::: Data in this exercise :::

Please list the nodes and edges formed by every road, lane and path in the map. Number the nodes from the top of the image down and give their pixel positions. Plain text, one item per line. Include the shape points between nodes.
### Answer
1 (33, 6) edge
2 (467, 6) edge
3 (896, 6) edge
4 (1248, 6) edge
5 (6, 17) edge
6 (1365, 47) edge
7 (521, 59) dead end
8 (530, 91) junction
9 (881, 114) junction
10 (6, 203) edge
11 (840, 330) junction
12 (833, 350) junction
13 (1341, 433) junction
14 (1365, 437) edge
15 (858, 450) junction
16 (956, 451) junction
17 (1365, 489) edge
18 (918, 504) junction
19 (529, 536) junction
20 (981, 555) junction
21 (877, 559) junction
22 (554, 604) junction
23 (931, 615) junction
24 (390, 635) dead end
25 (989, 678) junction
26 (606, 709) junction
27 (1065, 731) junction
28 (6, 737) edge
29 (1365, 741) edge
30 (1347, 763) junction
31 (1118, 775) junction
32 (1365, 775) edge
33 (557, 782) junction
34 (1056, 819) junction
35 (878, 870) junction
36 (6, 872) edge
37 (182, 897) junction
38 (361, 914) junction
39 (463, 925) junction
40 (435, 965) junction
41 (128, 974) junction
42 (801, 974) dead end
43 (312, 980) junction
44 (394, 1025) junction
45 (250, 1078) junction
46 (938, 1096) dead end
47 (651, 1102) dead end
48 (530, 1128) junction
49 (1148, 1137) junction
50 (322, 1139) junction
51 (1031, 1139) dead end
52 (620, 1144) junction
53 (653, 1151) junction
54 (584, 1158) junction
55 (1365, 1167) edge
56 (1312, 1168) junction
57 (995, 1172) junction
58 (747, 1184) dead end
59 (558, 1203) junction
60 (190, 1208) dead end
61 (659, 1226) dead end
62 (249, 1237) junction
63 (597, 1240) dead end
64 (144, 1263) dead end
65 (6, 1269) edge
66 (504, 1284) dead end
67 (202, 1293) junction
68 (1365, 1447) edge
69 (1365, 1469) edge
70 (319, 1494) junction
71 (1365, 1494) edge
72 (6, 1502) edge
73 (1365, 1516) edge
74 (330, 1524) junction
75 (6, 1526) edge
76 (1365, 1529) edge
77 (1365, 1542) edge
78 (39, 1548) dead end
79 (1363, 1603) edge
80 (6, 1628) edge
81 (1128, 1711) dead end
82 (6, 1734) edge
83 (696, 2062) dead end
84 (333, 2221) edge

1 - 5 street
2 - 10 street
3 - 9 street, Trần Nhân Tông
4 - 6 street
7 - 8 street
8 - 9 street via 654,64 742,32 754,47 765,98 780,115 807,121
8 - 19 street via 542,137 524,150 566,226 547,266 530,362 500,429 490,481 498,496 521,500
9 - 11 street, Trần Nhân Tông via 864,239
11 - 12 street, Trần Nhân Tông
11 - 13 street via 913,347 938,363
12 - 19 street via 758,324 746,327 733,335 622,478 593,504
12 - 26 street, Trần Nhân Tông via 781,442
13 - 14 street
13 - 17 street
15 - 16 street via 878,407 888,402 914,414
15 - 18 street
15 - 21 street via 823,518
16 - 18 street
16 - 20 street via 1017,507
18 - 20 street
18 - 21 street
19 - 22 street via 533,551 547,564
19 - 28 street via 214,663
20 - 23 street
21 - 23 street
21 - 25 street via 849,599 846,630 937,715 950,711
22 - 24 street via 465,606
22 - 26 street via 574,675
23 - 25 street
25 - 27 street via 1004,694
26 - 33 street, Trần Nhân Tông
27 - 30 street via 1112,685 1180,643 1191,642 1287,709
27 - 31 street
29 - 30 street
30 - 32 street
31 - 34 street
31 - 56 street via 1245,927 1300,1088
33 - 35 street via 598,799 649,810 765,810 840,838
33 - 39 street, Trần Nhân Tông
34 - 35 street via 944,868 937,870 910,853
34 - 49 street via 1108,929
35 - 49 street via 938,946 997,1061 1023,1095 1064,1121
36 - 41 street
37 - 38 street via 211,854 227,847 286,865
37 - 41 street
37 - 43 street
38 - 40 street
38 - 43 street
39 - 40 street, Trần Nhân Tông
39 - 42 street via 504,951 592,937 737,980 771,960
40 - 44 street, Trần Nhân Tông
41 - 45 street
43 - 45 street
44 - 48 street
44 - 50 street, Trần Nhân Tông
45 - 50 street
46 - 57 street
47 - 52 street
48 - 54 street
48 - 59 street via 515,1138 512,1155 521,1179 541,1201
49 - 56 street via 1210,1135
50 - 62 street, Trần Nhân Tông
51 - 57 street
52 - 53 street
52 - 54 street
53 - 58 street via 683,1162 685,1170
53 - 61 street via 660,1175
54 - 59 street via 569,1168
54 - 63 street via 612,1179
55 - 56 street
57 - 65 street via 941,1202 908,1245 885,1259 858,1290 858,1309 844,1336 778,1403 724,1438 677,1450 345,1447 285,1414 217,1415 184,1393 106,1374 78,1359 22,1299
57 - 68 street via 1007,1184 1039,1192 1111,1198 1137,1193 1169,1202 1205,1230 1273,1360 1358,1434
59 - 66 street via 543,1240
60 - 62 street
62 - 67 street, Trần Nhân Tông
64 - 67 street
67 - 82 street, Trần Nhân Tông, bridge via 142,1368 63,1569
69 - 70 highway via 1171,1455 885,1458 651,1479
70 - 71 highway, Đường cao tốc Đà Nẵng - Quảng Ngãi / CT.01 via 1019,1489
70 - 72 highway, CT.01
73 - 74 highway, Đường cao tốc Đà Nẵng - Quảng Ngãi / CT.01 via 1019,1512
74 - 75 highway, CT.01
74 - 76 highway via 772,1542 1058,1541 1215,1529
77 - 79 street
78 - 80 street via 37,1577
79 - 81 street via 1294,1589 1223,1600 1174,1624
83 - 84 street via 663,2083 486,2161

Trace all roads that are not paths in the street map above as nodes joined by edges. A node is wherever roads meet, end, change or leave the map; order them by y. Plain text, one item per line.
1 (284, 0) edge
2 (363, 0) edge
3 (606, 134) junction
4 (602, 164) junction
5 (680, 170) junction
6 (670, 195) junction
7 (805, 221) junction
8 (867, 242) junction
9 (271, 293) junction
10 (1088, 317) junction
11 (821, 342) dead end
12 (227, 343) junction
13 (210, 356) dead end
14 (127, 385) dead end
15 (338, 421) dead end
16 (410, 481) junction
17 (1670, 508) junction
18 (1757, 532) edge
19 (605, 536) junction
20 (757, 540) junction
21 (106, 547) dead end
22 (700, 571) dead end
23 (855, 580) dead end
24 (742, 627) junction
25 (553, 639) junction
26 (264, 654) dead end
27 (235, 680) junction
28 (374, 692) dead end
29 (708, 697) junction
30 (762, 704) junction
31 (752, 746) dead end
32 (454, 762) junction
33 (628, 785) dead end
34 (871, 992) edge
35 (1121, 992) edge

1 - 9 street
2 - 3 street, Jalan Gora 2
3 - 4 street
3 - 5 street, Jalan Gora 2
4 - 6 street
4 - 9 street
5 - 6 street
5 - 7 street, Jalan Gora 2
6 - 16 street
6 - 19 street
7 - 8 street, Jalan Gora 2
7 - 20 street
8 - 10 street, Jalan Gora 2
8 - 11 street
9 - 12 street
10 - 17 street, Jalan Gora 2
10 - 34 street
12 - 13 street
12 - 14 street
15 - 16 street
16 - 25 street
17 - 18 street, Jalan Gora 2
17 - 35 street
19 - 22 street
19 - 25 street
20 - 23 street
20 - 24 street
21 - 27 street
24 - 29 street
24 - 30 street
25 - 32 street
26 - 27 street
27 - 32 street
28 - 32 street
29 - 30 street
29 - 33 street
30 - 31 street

:::

◆ Exercise details
Take every line above that includes the string "Nhân" and return it.

◆ Task result
3 - 9 street, Trần Nhân Tông
9 - 11 street, Trần Nhân Tông via 864,239
11 - 12 street, Trần Nhân Tông
12 - 26 street, Trần Nhân Tông via 781,442
26 - 33 street, Trần Nhân Tông
33 - 39 street, Trần Nhân Tông
39 - 40 street, Trần Nhân Tông
40 - 44 street, Trần Nhân Tông
44 - 50 street, Trần Nhân Tông
50 - 62 street, Trần Nhân Tông
62 - 67 street, Trần Nhân Tông
67 - 82 street, Trần Nhân Tông, bridge via 142,1368 63,1569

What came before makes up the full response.